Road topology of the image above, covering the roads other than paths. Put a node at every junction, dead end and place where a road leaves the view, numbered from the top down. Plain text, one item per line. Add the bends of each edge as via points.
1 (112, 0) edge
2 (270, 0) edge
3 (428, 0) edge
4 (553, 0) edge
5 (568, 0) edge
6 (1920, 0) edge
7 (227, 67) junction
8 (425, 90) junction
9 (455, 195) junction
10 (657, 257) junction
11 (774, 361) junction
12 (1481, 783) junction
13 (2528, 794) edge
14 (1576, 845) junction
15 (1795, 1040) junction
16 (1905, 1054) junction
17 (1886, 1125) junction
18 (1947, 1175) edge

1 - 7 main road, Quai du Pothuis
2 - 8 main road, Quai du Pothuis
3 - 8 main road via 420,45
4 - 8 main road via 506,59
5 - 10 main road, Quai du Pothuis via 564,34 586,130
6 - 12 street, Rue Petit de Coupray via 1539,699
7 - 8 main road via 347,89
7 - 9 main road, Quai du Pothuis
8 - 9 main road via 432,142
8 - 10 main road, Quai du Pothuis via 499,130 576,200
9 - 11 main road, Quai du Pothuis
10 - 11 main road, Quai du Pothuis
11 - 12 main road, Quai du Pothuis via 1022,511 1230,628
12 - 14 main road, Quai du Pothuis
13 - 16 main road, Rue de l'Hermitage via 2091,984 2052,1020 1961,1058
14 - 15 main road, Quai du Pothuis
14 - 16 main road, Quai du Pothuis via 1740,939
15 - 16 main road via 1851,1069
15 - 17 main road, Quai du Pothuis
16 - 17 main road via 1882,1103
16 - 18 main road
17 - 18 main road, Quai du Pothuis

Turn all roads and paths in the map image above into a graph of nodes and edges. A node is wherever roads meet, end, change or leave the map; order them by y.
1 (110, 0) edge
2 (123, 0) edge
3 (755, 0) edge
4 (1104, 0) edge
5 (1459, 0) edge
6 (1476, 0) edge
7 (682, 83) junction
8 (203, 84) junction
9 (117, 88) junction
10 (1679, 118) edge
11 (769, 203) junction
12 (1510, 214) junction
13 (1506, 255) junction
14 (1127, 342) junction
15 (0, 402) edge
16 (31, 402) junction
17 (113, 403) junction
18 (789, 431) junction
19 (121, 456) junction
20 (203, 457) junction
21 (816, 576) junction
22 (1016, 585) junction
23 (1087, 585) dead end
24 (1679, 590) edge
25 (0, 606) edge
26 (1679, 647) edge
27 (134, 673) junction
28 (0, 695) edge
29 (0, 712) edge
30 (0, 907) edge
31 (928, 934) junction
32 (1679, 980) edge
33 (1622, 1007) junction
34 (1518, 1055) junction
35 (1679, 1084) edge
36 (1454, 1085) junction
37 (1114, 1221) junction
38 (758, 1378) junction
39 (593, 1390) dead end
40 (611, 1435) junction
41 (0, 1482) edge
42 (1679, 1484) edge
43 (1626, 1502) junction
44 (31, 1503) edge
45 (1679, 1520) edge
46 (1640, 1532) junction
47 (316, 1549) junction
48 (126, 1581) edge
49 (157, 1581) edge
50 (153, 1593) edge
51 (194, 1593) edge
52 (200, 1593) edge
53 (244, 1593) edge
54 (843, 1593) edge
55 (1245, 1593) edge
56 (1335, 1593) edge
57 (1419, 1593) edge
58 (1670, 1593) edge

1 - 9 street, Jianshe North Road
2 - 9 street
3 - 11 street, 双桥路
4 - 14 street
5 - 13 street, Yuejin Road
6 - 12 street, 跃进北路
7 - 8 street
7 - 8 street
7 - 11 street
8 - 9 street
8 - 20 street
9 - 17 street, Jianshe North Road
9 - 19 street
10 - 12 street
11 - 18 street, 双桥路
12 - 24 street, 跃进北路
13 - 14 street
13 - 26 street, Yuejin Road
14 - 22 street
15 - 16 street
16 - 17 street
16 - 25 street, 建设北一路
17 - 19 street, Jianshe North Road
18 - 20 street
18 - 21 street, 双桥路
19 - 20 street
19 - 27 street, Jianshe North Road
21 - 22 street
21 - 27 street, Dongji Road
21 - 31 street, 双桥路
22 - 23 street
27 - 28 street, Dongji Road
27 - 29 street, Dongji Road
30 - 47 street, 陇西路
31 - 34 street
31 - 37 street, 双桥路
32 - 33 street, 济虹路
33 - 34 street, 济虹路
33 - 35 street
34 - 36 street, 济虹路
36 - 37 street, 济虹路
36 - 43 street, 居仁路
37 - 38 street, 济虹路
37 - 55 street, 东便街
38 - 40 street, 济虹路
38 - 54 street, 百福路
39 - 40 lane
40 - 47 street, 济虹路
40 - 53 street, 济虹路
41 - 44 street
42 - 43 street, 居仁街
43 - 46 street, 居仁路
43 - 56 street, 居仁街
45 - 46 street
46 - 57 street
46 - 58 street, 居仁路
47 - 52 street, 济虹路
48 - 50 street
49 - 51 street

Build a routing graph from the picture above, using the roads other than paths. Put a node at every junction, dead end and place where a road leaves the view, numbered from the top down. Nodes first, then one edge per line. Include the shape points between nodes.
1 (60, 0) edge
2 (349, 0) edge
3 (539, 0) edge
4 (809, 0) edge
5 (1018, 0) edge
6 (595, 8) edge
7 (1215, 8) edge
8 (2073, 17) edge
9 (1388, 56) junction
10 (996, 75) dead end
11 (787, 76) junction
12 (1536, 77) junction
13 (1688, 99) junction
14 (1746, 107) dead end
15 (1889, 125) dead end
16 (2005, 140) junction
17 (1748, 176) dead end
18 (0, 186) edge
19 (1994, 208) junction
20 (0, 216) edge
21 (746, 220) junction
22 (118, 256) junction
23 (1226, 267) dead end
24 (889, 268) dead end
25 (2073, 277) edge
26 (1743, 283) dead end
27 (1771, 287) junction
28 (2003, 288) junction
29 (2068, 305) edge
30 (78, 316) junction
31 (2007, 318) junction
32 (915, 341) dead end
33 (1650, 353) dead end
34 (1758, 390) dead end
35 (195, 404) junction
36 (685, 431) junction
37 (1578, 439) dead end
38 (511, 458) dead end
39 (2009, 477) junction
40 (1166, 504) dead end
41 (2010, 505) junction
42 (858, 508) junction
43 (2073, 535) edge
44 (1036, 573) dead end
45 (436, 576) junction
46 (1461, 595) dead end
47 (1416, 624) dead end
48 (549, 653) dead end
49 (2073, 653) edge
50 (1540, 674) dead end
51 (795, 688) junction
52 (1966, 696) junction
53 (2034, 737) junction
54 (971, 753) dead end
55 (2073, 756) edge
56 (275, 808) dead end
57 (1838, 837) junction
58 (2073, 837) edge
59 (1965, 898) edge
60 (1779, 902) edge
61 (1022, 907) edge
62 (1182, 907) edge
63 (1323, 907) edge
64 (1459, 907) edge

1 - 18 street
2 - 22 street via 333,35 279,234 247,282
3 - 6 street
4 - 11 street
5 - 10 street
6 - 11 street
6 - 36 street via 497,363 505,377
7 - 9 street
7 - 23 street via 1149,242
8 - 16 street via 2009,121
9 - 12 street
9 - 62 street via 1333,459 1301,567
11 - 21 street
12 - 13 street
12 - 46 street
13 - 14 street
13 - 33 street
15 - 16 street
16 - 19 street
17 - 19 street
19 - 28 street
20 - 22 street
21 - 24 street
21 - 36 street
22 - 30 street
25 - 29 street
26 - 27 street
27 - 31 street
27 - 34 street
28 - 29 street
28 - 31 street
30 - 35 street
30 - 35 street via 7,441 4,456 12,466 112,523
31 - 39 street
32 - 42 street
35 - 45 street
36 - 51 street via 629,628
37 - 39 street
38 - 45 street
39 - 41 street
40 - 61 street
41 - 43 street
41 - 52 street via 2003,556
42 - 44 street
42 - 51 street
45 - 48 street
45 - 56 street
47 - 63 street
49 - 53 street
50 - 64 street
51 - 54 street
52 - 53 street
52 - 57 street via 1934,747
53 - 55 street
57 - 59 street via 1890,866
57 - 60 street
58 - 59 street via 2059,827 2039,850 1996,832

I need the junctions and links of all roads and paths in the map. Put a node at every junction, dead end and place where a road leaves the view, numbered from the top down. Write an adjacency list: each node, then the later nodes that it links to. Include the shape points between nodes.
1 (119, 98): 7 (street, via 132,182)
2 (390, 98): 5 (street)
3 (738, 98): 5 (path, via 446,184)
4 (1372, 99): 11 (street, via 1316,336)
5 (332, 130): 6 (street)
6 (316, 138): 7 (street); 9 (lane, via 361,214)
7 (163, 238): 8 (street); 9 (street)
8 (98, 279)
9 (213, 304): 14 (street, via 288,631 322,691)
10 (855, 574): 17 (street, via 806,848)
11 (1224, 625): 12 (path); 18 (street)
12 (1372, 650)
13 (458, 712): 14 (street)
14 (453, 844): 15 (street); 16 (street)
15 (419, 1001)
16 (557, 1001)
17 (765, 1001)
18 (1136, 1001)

------------

Within the material above, please work out how many lines contain the word "image" and give that number by itself.

2